I have made my own thoughts that do not always fit true words of any religion. As I live, I do not always understand words some one may speak or wright on paper. There for I drift away into my soul of thought when trying to understand history and religions.
I base my thoughts on how to interpret something I do not understand. If I was to wright something I do not fully understand or feel a reader will not understand. I will use something familiar to them or I in order to help others understand and I may wright the same thing in many ways to get the point across.
Will you use ten verses to show the light on the same topic with out letting the reader know you just used ten ways to get one idea across?
What will happen to your work when it is lost and found? What will someone re-wrights to make it more understandable for them? what will be lost in translation?
It all comes down to the Good Lord. there really is a good lord you just do not see it as good.

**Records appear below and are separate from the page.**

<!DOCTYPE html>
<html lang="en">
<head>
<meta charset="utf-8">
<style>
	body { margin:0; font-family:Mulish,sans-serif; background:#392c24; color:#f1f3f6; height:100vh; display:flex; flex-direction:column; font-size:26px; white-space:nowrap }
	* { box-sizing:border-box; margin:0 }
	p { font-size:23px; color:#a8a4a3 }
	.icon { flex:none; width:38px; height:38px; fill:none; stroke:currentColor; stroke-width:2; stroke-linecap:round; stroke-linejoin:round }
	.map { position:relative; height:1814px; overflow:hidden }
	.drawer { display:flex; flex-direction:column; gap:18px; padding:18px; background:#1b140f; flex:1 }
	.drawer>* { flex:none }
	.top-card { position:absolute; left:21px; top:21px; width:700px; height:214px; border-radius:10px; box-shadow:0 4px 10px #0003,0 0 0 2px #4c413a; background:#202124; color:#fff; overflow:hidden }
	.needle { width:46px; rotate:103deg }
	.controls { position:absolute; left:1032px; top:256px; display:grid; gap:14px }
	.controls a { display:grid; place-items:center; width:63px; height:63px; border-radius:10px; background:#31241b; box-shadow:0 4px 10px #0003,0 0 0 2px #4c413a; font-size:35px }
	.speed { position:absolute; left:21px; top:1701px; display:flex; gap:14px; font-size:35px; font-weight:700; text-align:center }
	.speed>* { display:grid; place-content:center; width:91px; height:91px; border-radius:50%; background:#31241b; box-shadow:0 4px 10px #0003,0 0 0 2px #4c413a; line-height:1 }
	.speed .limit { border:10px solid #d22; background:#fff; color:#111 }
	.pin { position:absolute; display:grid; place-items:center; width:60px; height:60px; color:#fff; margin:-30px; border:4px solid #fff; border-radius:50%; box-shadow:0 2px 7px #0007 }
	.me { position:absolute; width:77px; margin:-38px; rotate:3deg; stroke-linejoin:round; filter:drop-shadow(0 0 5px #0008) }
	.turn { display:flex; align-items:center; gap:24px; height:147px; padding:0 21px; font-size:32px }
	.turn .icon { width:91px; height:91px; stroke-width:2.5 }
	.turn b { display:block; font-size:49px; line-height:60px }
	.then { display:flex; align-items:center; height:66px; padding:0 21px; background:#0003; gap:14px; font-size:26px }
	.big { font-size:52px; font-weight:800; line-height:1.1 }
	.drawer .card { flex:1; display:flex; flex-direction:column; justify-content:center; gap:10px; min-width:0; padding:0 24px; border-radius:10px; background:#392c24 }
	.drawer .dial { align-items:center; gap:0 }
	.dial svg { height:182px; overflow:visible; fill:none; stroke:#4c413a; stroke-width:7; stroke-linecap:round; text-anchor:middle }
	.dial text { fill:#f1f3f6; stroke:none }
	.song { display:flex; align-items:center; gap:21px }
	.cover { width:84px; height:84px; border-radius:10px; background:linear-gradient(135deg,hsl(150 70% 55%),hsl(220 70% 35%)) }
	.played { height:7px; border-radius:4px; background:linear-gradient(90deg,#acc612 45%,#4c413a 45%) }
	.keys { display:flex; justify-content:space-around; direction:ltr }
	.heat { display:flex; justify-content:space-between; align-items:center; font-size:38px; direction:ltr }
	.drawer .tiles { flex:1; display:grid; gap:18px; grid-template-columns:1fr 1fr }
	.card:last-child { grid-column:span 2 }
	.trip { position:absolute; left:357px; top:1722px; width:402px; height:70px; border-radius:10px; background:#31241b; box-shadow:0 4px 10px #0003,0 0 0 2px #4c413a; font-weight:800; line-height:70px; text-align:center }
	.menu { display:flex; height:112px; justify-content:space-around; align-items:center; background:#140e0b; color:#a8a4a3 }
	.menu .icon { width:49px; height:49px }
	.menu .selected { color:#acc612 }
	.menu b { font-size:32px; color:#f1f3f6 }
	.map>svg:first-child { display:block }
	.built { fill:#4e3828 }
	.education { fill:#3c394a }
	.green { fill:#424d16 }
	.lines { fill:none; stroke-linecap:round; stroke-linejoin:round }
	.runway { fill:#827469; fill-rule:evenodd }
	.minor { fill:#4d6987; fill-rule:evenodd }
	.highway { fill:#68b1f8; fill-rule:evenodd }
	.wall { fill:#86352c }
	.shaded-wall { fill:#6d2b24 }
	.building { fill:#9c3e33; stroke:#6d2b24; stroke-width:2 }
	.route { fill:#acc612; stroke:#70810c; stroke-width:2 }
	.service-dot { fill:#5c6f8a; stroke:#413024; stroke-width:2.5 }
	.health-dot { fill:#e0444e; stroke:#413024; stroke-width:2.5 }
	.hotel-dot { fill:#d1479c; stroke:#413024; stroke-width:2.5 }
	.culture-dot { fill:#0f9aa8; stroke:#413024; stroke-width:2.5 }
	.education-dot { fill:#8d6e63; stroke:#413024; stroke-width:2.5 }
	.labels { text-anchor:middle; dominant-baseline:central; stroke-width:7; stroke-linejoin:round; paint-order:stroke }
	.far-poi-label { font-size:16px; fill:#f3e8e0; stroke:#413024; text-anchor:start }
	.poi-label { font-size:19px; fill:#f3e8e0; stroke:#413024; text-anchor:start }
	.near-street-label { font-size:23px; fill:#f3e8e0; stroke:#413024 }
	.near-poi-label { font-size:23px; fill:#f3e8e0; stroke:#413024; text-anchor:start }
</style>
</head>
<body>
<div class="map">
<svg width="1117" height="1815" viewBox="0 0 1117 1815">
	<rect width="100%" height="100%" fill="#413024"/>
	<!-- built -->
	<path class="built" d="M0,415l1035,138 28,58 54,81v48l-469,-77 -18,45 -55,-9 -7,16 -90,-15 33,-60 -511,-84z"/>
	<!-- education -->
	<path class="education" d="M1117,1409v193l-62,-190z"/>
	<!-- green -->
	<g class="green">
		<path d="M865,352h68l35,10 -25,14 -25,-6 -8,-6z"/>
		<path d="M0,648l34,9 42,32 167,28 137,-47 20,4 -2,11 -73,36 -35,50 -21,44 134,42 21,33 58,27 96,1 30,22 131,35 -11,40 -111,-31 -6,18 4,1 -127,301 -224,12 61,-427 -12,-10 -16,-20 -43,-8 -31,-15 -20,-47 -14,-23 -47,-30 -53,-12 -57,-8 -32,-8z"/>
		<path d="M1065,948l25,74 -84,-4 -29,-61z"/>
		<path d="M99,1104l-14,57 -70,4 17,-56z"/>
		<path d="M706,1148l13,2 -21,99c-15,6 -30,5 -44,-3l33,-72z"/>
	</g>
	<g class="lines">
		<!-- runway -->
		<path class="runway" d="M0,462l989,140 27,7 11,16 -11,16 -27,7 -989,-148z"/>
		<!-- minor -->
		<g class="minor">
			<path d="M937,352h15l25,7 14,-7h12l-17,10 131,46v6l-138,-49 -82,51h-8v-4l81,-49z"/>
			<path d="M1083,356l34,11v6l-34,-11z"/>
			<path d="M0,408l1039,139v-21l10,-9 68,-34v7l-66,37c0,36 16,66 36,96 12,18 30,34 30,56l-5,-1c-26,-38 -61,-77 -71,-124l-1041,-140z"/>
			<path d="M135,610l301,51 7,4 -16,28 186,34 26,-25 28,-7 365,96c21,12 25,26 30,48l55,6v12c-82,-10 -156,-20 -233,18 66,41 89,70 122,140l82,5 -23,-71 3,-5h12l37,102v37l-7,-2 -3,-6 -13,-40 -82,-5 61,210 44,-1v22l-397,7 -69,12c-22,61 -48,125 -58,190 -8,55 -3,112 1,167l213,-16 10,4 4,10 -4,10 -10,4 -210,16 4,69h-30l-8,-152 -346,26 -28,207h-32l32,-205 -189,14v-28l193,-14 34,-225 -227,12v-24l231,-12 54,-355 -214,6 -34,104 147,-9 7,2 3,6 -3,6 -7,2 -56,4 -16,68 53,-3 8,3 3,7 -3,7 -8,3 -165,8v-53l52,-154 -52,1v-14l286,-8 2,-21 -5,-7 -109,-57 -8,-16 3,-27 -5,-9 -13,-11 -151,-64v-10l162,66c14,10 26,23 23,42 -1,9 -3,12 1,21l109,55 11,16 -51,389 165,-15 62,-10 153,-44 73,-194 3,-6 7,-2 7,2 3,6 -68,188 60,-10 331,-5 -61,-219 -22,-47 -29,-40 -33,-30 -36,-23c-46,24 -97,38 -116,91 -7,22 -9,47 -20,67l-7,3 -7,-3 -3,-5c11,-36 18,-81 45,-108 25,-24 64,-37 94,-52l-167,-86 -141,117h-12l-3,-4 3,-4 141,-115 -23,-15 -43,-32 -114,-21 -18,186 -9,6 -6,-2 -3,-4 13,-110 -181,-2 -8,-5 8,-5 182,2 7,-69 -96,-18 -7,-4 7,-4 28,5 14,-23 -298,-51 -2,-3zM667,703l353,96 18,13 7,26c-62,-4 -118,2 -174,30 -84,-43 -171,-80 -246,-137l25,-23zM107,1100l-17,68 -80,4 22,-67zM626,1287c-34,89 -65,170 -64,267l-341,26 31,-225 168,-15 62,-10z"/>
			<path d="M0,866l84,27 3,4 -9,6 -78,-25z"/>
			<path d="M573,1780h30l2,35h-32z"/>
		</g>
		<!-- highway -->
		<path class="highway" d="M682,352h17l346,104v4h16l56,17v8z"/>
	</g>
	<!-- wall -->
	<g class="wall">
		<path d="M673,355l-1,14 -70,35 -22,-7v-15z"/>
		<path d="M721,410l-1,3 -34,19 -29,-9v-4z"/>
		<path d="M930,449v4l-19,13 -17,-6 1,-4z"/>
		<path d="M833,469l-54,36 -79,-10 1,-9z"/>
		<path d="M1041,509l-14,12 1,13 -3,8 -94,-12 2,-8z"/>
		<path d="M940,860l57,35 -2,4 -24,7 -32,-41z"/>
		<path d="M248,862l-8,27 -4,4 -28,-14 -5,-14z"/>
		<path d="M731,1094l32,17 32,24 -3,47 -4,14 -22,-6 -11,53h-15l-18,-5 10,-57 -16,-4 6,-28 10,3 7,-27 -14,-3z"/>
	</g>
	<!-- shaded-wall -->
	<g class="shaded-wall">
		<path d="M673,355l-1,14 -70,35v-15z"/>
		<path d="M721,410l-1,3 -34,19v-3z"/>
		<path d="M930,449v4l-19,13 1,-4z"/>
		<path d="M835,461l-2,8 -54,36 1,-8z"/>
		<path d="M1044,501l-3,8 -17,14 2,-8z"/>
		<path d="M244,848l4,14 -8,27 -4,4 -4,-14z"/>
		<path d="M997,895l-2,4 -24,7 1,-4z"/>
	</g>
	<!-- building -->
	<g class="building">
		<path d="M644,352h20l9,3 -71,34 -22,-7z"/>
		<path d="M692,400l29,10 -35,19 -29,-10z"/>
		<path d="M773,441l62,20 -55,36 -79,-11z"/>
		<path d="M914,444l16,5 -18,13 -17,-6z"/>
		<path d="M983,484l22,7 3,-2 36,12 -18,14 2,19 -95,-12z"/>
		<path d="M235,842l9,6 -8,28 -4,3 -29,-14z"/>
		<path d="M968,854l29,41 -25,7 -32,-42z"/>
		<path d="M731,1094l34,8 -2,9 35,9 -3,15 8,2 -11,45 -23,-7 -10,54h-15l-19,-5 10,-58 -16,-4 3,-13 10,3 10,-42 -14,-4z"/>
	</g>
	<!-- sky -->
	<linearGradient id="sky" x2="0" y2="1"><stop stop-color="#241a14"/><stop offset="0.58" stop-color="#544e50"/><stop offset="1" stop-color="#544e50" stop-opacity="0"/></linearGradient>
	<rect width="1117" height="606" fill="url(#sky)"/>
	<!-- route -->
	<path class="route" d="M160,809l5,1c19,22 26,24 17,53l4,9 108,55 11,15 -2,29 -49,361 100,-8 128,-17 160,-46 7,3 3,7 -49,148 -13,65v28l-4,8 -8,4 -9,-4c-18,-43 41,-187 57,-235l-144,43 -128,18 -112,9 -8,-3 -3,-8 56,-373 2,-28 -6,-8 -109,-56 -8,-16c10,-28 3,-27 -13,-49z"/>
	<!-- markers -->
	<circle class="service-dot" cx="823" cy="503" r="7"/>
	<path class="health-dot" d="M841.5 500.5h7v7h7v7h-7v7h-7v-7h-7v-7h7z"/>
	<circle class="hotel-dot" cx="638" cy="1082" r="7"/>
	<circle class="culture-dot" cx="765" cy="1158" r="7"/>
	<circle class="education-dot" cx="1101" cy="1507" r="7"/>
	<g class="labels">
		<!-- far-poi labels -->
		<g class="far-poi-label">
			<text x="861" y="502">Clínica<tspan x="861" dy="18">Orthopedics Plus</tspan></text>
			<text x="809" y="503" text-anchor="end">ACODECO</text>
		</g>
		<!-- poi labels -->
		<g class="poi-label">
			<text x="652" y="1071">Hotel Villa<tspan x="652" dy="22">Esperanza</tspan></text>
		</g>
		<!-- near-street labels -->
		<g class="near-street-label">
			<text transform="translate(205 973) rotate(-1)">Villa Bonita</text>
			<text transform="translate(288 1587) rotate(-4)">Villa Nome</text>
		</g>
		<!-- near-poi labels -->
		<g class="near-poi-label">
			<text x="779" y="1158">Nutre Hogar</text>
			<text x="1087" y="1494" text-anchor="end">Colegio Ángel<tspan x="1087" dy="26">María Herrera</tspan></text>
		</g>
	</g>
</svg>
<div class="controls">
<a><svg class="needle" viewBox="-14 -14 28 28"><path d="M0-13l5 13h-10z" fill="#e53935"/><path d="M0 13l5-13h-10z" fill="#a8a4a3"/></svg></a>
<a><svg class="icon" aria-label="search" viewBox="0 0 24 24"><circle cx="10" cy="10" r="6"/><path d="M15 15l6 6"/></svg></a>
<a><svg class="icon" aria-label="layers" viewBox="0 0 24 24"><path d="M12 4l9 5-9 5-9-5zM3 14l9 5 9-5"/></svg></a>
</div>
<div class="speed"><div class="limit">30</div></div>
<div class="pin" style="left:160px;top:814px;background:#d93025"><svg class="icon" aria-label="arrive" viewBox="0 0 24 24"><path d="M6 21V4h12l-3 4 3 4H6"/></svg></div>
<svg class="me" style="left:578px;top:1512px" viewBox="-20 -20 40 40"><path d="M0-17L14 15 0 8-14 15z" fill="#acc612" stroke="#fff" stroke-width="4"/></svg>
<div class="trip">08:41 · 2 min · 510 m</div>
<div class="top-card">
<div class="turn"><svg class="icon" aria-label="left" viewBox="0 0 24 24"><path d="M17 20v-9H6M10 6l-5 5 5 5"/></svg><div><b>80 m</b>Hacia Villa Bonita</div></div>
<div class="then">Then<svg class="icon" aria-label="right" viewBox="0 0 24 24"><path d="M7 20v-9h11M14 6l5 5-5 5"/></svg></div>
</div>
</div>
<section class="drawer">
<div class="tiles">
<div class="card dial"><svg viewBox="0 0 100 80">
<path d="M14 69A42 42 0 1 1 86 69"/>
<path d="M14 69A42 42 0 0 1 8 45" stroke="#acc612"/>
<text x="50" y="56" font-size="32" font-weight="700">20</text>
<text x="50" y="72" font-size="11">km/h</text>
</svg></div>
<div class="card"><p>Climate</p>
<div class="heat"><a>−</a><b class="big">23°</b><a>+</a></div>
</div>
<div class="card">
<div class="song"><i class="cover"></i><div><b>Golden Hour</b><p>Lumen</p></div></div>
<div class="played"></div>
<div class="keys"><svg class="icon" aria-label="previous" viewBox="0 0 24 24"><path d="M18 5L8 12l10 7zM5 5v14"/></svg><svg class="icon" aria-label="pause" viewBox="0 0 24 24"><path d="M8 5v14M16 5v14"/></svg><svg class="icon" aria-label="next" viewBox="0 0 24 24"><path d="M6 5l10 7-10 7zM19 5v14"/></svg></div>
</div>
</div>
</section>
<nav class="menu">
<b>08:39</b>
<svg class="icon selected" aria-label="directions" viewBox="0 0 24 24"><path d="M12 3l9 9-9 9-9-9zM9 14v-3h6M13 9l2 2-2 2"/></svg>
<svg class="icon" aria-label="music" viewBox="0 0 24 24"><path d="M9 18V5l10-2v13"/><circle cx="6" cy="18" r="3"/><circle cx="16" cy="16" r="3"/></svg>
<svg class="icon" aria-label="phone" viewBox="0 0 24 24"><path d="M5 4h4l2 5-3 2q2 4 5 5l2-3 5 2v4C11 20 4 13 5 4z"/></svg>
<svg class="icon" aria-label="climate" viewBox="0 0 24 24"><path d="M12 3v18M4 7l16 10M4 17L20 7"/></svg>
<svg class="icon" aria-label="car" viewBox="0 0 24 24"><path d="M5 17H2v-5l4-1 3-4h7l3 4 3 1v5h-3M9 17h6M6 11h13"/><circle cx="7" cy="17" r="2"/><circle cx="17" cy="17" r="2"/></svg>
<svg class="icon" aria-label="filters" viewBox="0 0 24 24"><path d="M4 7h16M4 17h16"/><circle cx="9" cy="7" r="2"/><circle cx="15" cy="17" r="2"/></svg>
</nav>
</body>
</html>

Man is good or they would not kill others to help other live the good life and yes, good does kill the bad and their bad deeds.
God Blessed you with pure goodness and you have no idea he even exists.
Just crazy.
Hogstwaddle. Keep your "Islam" to yourself. Don't want it, don't need it - and if your "Allah" is so weak that you have to murder folks to get them to believe in "him" - then he's too weak to be a "god".
Tax the church!
by choosing not to be enemies
maybe sharing dinner and a movie together
and having some hot snogging after
then lots of children and much happiness :3
Quran says: It may be that God will ordain love between you and those whom you hold as enemies. For God has power over all things; and God is Oft-forgiving, Most Merciful. (60:7)
Its only one sentence yet it speaks deeply to about how to become peaceful with possible enemies. Most Sacred Books have similar verses.
God said, "Resemble Me; just as I repay good for evil so do you also repay good for evil." (Exodus 26:2)
Do good to him who has done you an injury. (Tao Te Ching)
Do not be overcome by evil, but overcome evil with good. (Romans 12:21)
Peace be with you. Peace be with us all.
It that the American Quran quote 60:7 ?
Too many Muslims have forgotten that or they have not had the opportunity to learn about mercy because their governments show no mercy.
Do you mean is it the Quran in English vs. Arabic?
Gotcha....
For a non-religious example: If you try to drive to work without starting the car, and it doesn't work out, it's not the owner's manual's fault, is it?